Project Almanac (2015)
Directed by Dean Israelite
Time travel movies can get away with plot holes if they are so complex that audiences don’t notice (you can’t tell me you’d know if “Interstellar” was total bull). Unfortunately for audiences of “Project Almanac,” the latest dud in the handheld camera subgenre, the plot hole that ends the movie is very apparent. And what sucks even more is that they would have totally nailed the ending had they ended it three minutes earlier.
Five nobodies (Jonny Weston, Sofi Black-D’Elia, Virginia Gardner, Sam Lerner, and Allen Evangelista), which is what you expect from this anonymous genre, invent a time machine using parts from an old military experiment. First, they go back a day. Then a few. They use it to mend relationships and pass tests. But when they go back a few weeks, they start altering the present in disastrous ways. When they try to go back to fix it, the changes become even worse. But for David (Weston), the time machine worked. He got the girl, Jessie (Black-D’Elia). Now, he’ll have to weigh the costs with the benefits. Can the group get back to life as they knew it?
So many of my criticisms of this movie can be sweepingly made to so many time travel movies. The truth is, “Project Almanac” is just like those others. Someone says the obligatory “This is bigger than us!” line. They go back to win the lottery and buy expensive things. The guy used time travel to get the girl. It’s predictable, uninventive. The only reason the end was surprising was because it was so uneventful. The big plot twist that I had predicted just didn’t happen. What they did give us was actually pretty good. Sad, but good. And then they kept going, opening up a gaping plot hole in the process. Characterizations are thrown out the window just so these high schoolers can look cool when the movie ends. Honestly, it’s too satisfying. Happily ever after. There’s no risk. Plus, the nerdy guy getting with the hot girl (in two separate instances…really?) is far too unrealistic, even if you can buy into the whole time travel thing.

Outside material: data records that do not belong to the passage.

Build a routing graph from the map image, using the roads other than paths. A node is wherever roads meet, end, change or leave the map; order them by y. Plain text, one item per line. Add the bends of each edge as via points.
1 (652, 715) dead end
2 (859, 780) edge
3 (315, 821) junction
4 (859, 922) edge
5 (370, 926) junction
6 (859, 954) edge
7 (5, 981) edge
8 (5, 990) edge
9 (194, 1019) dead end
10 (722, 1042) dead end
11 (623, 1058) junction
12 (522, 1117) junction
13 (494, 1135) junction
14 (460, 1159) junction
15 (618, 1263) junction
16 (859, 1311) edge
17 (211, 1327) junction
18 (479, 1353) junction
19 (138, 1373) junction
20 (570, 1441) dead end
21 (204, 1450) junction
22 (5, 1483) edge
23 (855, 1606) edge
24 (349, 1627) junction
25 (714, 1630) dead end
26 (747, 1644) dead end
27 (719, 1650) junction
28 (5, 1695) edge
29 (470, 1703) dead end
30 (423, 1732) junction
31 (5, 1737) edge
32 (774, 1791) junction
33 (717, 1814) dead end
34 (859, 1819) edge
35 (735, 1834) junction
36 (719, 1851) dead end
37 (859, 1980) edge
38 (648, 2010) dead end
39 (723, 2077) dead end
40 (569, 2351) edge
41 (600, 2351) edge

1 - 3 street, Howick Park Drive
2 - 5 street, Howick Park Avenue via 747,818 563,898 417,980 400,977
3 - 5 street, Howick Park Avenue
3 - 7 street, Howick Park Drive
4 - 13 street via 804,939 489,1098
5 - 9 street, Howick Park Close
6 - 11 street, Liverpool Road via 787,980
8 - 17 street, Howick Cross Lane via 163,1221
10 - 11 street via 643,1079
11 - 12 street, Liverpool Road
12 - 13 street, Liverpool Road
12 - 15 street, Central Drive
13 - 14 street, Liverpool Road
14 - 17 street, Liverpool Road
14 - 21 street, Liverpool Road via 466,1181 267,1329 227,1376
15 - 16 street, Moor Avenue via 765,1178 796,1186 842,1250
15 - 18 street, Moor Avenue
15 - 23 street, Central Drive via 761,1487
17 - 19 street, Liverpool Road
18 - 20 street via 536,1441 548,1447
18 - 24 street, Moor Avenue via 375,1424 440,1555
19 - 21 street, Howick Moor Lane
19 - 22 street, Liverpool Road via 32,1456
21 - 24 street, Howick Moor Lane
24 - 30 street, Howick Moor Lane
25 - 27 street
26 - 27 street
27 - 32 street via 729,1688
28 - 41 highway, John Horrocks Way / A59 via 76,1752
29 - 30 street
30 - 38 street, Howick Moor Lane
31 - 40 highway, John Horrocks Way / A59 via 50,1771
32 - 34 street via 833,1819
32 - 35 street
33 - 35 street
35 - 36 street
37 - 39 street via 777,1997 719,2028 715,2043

And plot holes weren’t the only mistakes. What about the handheld camera montage with soundtrack music? Where did that music come from? And every handheld camera movie has the lines insisting that the camera continues to run. It’s all a little too convenient. Things don’t just find their way on camera like that. No one films that much. Would you put your life and the lives of your friends on the line just for video footage that, let’s face it, might not exist in the future anyway? These guys seem to have no problem with it.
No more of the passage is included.